WORK REQUEST> Using the entries that follow, state how many lines contain the word "road". The response is that number and nothing more.

PROVIDED ENTRIES>

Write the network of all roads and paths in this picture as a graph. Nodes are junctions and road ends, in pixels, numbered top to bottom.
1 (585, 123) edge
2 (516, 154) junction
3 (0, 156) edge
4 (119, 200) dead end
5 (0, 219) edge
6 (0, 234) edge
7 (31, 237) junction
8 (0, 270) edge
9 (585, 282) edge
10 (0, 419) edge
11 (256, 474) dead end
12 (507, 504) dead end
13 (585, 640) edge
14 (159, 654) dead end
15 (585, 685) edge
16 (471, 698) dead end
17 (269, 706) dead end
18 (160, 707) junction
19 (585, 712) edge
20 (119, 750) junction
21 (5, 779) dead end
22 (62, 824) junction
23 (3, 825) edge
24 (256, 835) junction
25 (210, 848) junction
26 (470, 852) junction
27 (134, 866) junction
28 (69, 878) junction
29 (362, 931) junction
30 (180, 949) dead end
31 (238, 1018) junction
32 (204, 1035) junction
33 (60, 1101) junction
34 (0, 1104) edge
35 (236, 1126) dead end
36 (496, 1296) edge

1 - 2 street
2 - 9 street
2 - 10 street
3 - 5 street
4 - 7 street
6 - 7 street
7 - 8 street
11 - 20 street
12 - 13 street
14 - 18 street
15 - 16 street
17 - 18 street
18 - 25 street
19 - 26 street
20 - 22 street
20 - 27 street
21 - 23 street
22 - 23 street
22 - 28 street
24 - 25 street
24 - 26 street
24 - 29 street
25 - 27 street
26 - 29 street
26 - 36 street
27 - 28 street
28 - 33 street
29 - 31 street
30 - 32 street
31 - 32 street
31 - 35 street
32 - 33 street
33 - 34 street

...

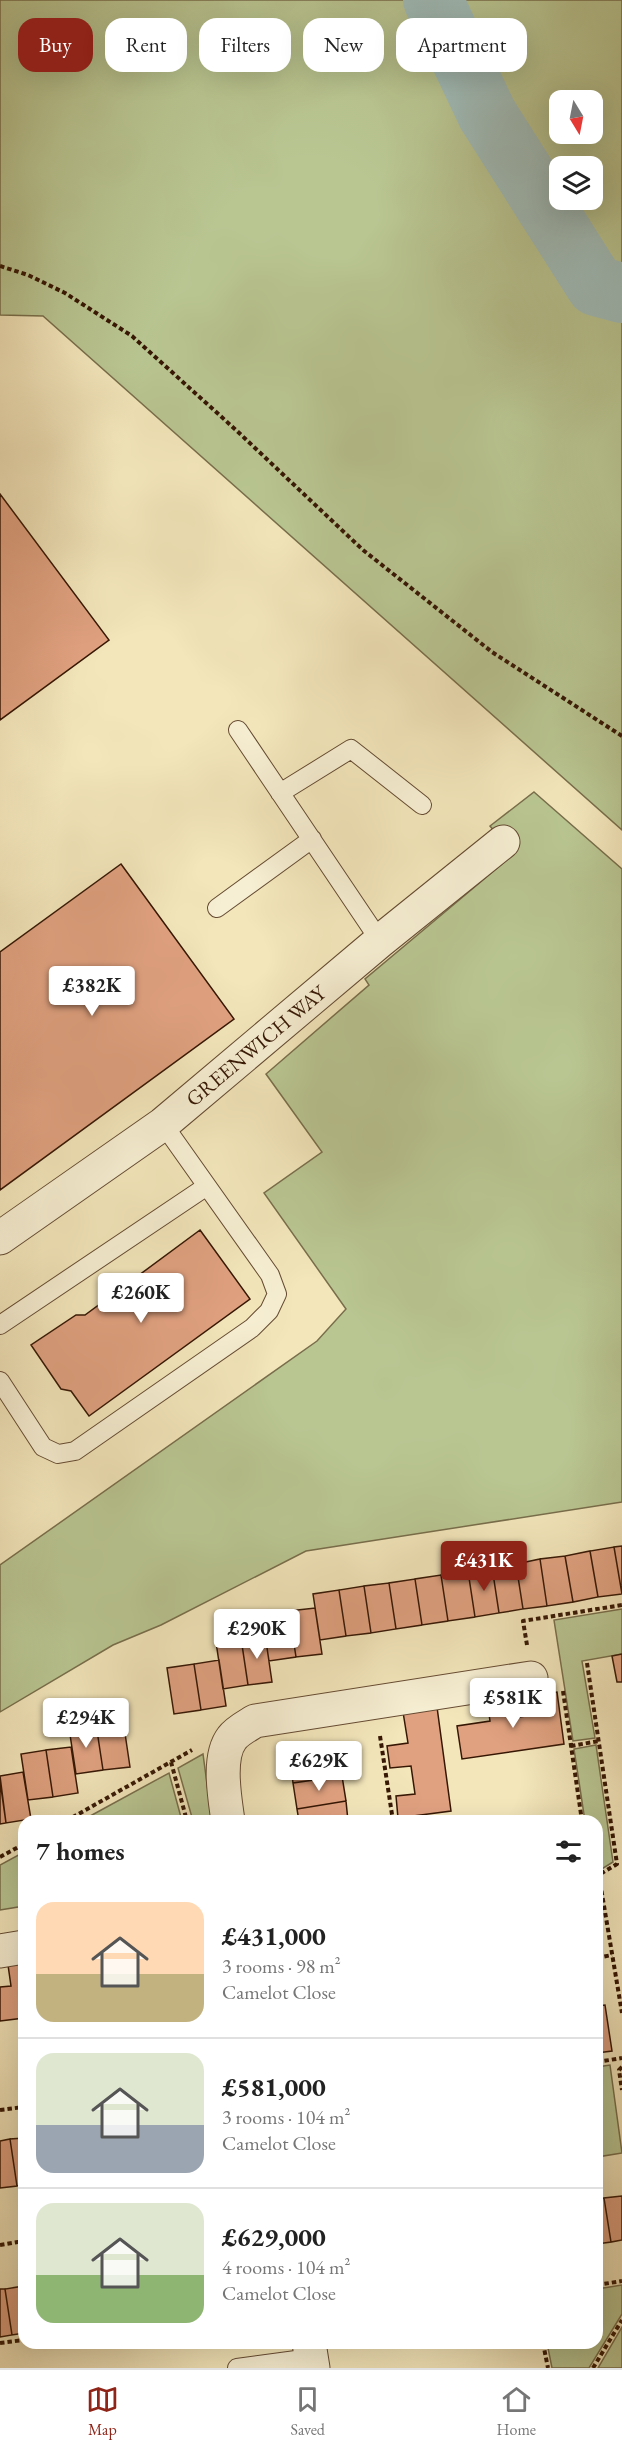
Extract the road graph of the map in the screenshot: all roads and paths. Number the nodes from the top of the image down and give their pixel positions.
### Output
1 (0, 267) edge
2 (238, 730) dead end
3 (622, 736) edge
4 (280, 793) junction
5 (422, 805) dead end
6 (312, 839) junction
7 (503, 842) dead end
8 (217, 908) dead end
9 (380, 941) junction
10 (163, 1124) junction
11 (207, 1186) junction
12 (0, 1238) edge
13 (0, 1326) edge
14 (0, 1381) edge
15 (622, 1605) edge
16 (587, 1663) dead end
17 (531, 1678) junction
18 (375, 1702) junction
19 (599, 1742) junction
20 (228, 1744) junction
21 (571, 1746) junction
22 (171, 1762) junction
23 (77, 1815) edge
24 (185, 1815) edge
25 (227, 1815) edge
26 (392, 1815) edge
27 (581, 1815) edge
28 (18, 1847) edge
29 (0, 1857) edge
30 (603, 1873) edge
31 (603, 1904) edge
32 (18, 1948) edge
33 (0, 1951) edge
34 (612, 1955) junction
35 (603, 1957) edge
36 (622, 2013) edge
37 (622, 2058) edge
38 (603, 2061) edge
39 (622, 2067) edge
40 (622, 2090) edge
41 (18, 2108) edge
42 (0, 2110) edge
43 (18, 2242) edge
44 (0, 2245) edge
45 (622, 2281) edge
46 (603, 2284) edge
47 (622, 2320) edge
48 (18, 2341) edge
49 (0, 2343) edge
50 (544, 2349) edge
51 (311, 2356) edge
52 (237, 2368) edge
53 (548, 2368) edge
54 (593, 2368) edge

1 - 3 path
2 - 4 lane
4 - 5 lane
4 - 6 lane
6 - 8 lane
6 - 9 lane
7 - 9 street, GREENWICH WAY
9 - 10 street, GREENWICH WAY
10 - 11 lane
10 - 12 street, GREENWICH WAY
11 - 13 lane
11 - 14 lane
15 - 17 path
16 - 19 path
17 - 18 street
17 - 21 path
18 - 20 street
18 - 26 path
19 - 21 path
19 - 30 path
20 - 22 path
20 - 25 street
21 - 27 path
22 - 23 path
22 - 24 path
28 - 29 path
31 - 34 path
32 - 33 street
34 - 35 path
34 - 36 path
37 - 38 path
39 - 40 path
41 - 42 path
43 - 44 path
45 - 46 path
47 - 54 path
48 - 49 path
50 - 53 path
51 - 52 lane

COMPLETED TASK> 2